AssertionError: filters should not remove entries all entries - check encoder/decoder lengths and lags

petartushev · September 29, 2022, 9:21pm

Hello, I am training a TemporalFusionTransformer from the pytorch-forecasting library. My code is as follows:

max_prediction_length = len(test)
max_encoder_length = 4*max_prediction_length
# training_cutoff = df_19344_tmp["time_idx"].max() - max_prediction_length


training = TimeSeriesDataSet(
    train.loc[:, train.columns != 'date'],
    time_idx='time_idx',
    target='occupancy',
    group_ids=['property_id'],
    min_encoder_length=1,
    max_encoder_length=max_encoder_length,
    min_prediction_length=1,
    max_prediction_length=max_prediction_length,
    static_categoricals=['property_id'],
    static_reals=[],
    time_varying_known_categoricals=[],
    time_varying_known_reals=['time_idx', '7-bookings', '14-bookings', 'sin_day', 'cos_day', 'sin_month', 'cos_month', 'sin_year', 'cos_year'],
    time_varying_unknown_categoricals=[],
    time_varying_unknown_reals=['occupancy'],
    target_normalizer=GroupNormalizer(
    groups=['property_id'], transformation="softplus"
    ), 
    # lags=['7-bookings', '14-bookings'],
    add_relative_time_idx=True,
    add_target_scales=True,
    add_encoder_length=True,
    allow_missing_timesteps=True
)


validation = TimeSeriesDataSet.from_dataset(training, train, predict=True, stop_randomization=True)

batch_size = 32  # set this between 32 to 128
train_dataloader = training.to_dataloader(train=True, batch_size=batch_size*2, num_workers=0)
val_dataloader = validation.to_dataloader(train=False, batch_size=batch_size * 10, num_workers=0)

test_time_series_data_set = TimeSeriesDataSet.from_dataset(training, test.loc[:, test.columns != 'date'] , predict=True, stop_randomization=True)
test_dataloader = test_time_series_data_set.to_dataloader(train=False, batch_size=batch_size, num_workers=0)


trainer = pl.Trainer(
    max_epochs=100,
#     accelerator='gpu',
#     devices=1,
    enable_model_summary=True,
    auto_lr_find=False,
    # clipping gradients is a hyperparameter and important to prevent divergance
    # of the gradient for recurrent neural networks
    gradient_clip_val=0.1,
    check_val_every_n_epoch=1,
#     logger=
    # device=device

)

tft = TemporalFusionTransformer.from_dataset(
    training,
    # not meaningful for finding the learning rate but otherwise very important
    learning_rate=0.0001,
    hidden_size=8,  # most important hyperparameter apart from learning rate
    # number of attention heads.

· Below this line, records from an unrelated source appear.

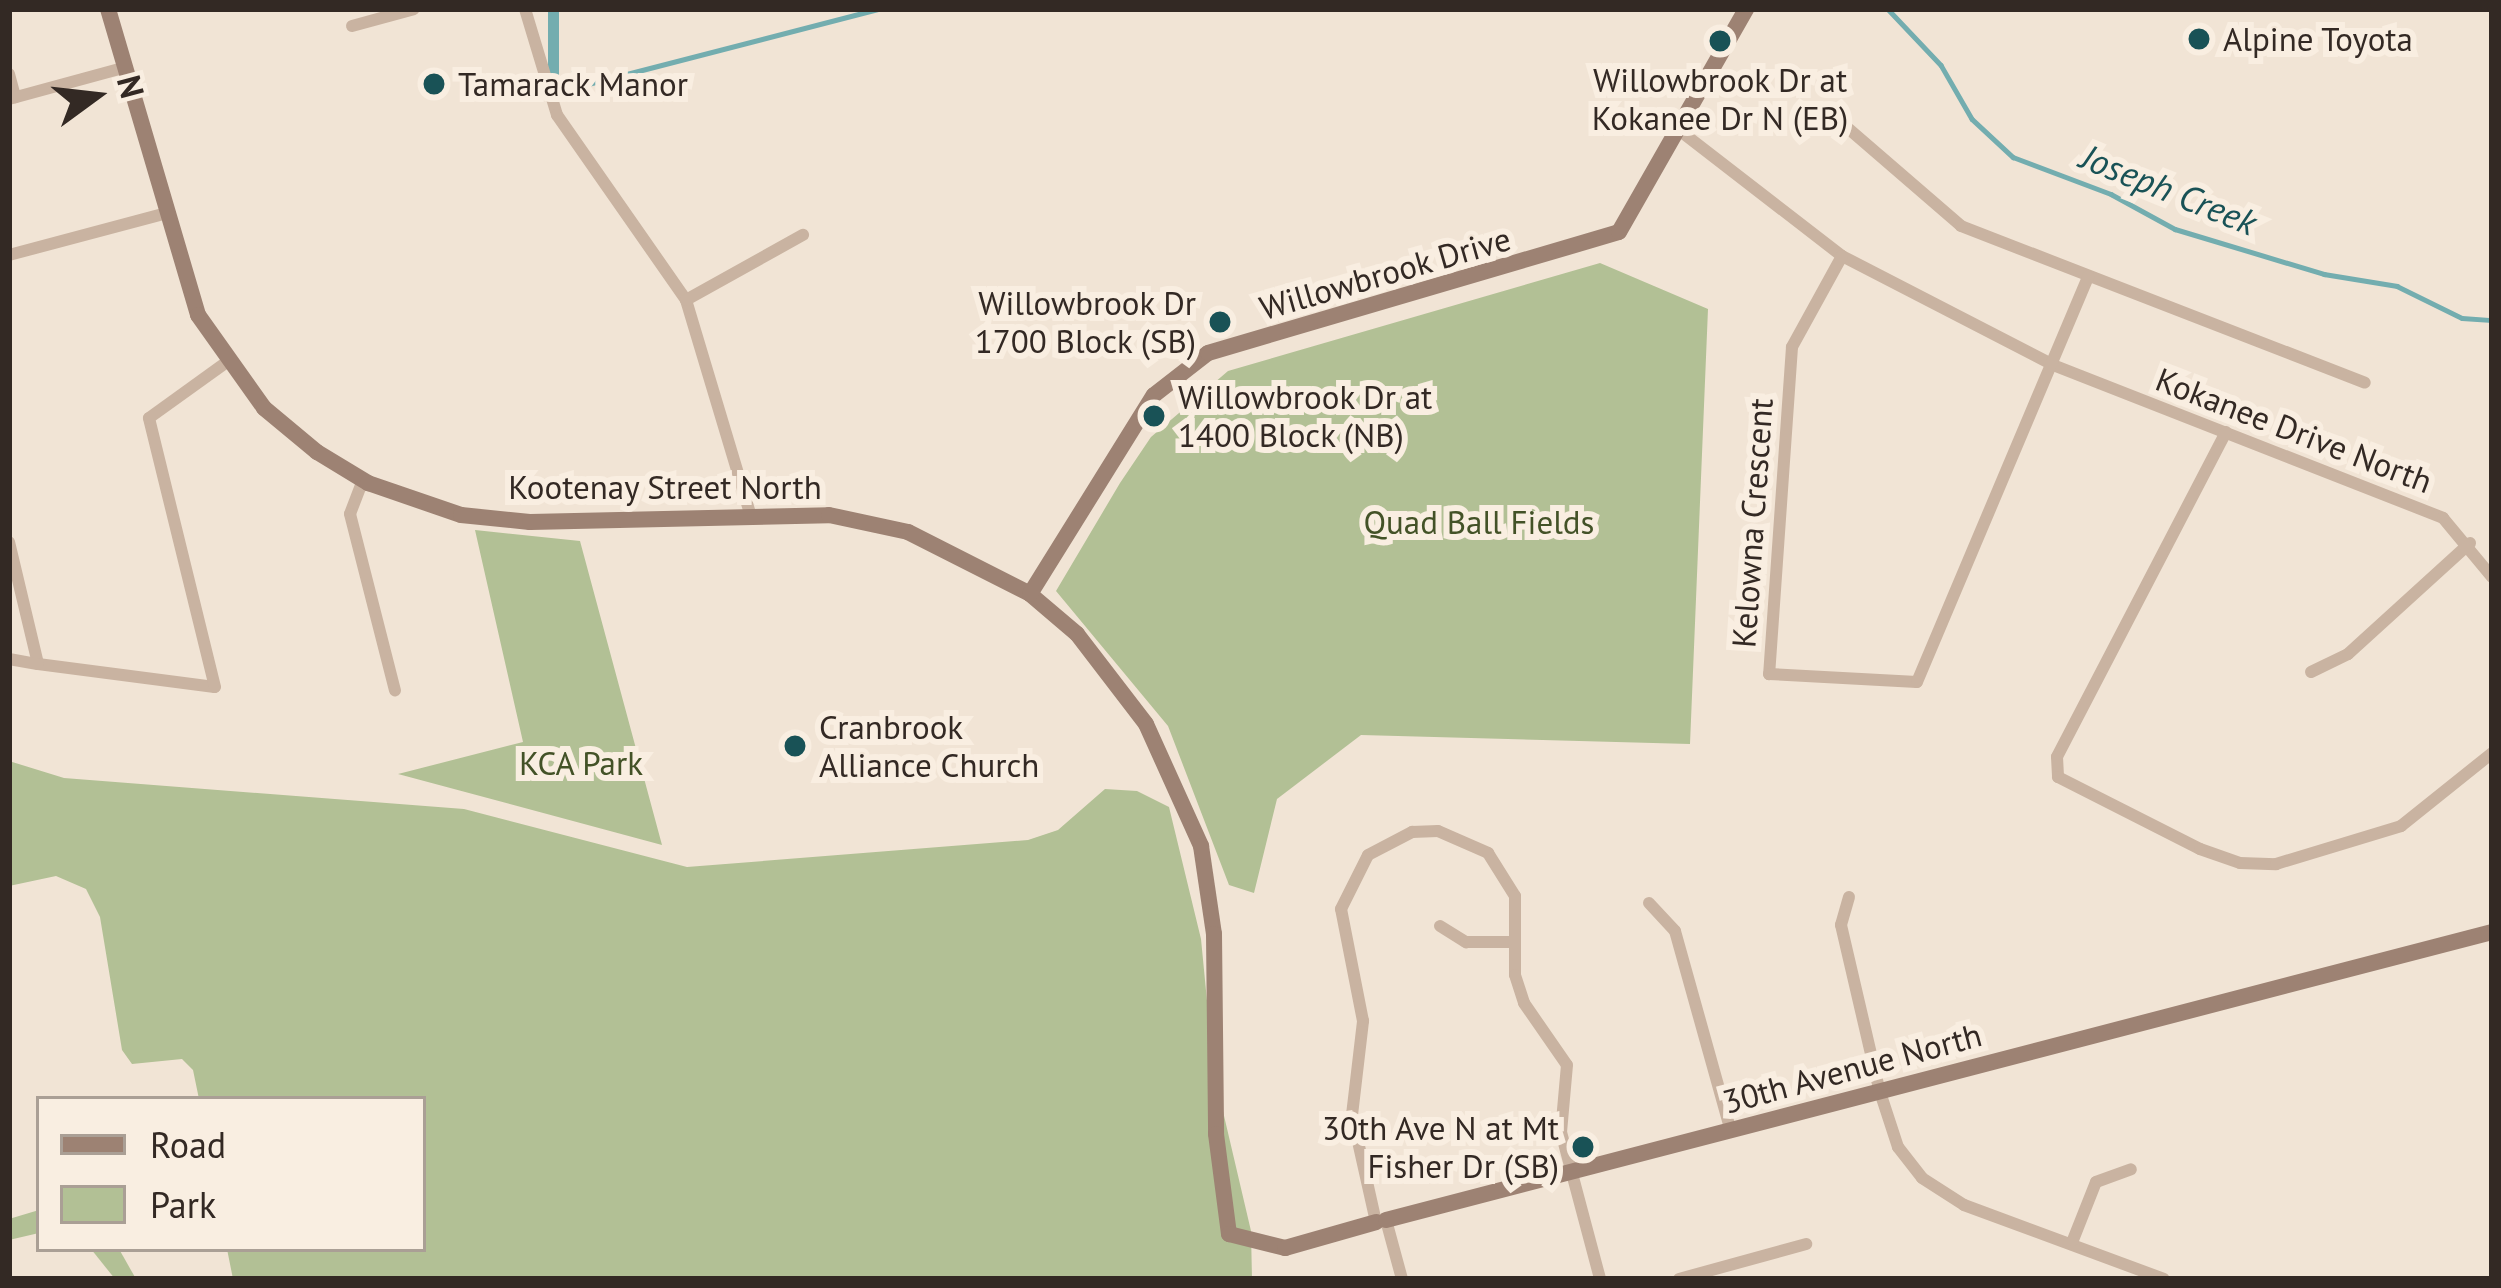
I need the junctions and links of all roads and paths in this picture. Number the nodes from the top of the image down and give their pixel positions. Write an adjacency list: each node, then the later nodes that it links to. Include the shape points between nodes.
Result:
1 (107, 9): 6 (street, Kootenay Street North)
2 (414, 9): 5 (street)
3 (525, 9): 16 (street, via 557,115)
4 (1746, 9): 10 (street, Willowbrook Drive)
5 (352, 26)
6 (123, 68): 8 (street); 11 (street, Kootenay Street North)
7 (9, 74): 8 (street)
8 (12, 98)
9 (1828, 111): 15 (street, Kokanee Drive North, via 1961,226)
10 (1679, 130): 14 (street, Kokanee Drive North); 26 (street, Willowbrook Drive, via 1619,232 1594,245 1208,353 1178,373 1154,395)
11 (163, 214): 13 (street); 17 (street, Kootenay Street North, via 198,315)
12 (803, 235): 16 (street)
13 (9, 254)
14 (1842, 256): 18 (street, Kokanee Drive North); 18 (street, Kelowna Crescent, via 1792,347 1768,674 1917,682)
15 (2088, 277): 18 (street); 19 (street, Kokanee Drive North)
16 (686, 300): 22 (street)
17 (227, 362): 21 (street, Kootenay Street North, via 264,408); 28 (street, via 149,418 215,688)
18 (2053, 365): 20 (street, Kokanee Drive North)
19 (2365, 383)
20 (2226, 432): 24 (street, Kokanee Drive North, via 2443,518); 31 (street, via 2057,757 2058,777 2200,849 2276,864 2402,826)
21 (363, 480): 22 (street, Kootenay Street North, via 461,515 530,522); 30 (street, via 350,514)
22 (750, 513): 26 (street, Kootenay Street North, via 829,515 908,532)
23 (9, 542): 28 (street)
24 (2470, 543): 25 (street, Kokanee Drive North); 29 (street, via 2348,654)
25 (2492, 577)
26 (1030, 594): 42 (street, Kootenay Street North, via 1077,634 1146,724 1201,846 1214,934 1216,1134)
27 (9, 659): 28 (street)
28 (38, 664)
29 (2311, 671)
30 (395, 690)
31 (2492, 753)
32 (1849, 897): 37 (street, via 1841,926)
33 (1649, 903): 38 (street, via 1675,931)
34 (1440, 926): 36 (street, via 1466,942)
35 (2492, 932): 37 (street, 30th Avenue North)
36 (1514, 942): 40 (street, via 1524,1003 1567,1065 1561,1132); 41 (street, via 1518,921 1506,875 1466,838 1438,831 1389,840 1349,881 1342,910 1363,1021 1352,1115)
37 (1880, 1092): 38 (street, 30th Avenue North); 43 (street, via 1898,1147 1922,1178 1964,1204)
38 (1730, 1130): 40 (street, 30th Avenue North)
39 (2131, 1169): 43 (street, via 2096,1182)
40 (1571, 1172): 41 (street, 30th Avenue North); 46 (street)
41 (1380, 1221): 42 (street, 30th Avenue North, via 1286,1248); 45 (street)
42 (1229, 1234)
43 (2073, 1240): 48 (street)
44 (1806, 1244): 47 (street)
45 (1402, 1279)
46 (1600, 1279)
47 (1679, 1279)
48 (2164, 1279)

Set to up to 4 for large datasets
    attention_head_size=1,
    dropout=0.1,  # between 0.1 and 0.3 are good values
    hidden_continuous_size=8,  # set to <= hidden_size
    output_size=7,  # 7 quantiles by default
    loss=QuantileLoss(),
)

My code breaks when I am trying to create the test_time_series_data_set.
The entire error is

/opt/conda/lib/python3.7/site-packages/pytorch_forecasting/data/timeseries.py:1244: UserWarning: Min encoder length and/or min_prediction_idx and/or min prediction length and/or lags are too large for 1 series/groups which therefore are not present in the dataset index. This means no predictions can be made for those series. First 10 removed groups: [{'__group_id__property_id': '19344'}]
  UserWarning,

---------------------------------------------------------------------------
AssertionError                            Traceback (most recent call last)
/tmp/ipykernel_20/99987403.py in <module>
     36 val_dataloader = validation.to_dataloader(train=False, batch_size=batch_size * 10, num_workers=0)
     37 
---> 38 test_time_series_data_set = TimeSeriesDataSet.from_dataset(training, test.loc[:, test.columns != 'date'] , predict=True, stop_randomization=True)
     39 test_dataloader = test_time_series_data_set.to_dataloader(train=False, batch_size=batch_size, num_workers=0)
     40 

/opt/conda/lib/python3.7/site-packages/pytorch_forecasting/data/timeseries.py in from_dataset(cls, dataset, data, stop_randomization, predict, **update_kwargs)
   1111         """
   1112         return cls.from_parameters(
-> 1113             dataset.get_parameters(), data, stop_randomization=stop_randomization, predict=predict, **update_kwargs
   1114         )
   1115 

/opt/conda/lib/python3.7/site-packages/pytorch_forecasting/data/timeseries.py in from_parameters(cls, parameters, data, stop_randomization, predict, **update_kwargs)
   1156         parameters.update(update_kwargs)
   1157 
-> 1158         new = cls(data, **parameters)
   1159         return new
   1160 

/opt/conda/lib/python3.7/site-packages/pytorch_forecasting/data/timeseries.py in __init__(self, data, time_idx, target, group_ids, weight, max_encoder_length, min_encoder_length, min_prediction_idx, min_prediction_length, max_prediction_length, static_categoricals, static_reals, time_varying_known_categoricals, time_varying_known_reals, time_varying_unknown_categoricals, time_varying_unknown_reals, variable_groups, constant_fill_strategy, allow_missing_timesteps, lags, add_relative_time_idx, add_target_scales, add_encoder_length, target_normalizer, categorical_encoders, scalers, randomize_length, predict_mode)
    437 
    438         # create index
--> 439         self.index = self._construct_index(data, predict_mode=predict_mode)
    440 
    441         # convert to torch tensor for high performance data loading later

/opt/conda/lib/python3.7/site-packages/pytorch_forecasting/data/timeseries.py in _construct_index(self, data, predict_mode)
   1246         assert (
   1247             len(df_index) > 0
-> 1248         ), "filters should not remove entries all entries - check encoder/decoder lengths and lags"
   1249 
   1250         return df_index

AssertionError: filters should not remove entries all entries - check encoder/decoder lengths and lags

The shapes of my train and test dataframes are:
train.shape = (1041, 12)
test.shape = (55, 12)

What is more interesting, is that this was code that was working. I am 100% I did not change anything and it stopped working on it’s won. I’ve seen answers like this and this where it is said that your min_encoder_length and min_prediction_length should be small so that any time series in the dataset can be longer than the sum of the previous attributes. Can anybody please explain this more in depth?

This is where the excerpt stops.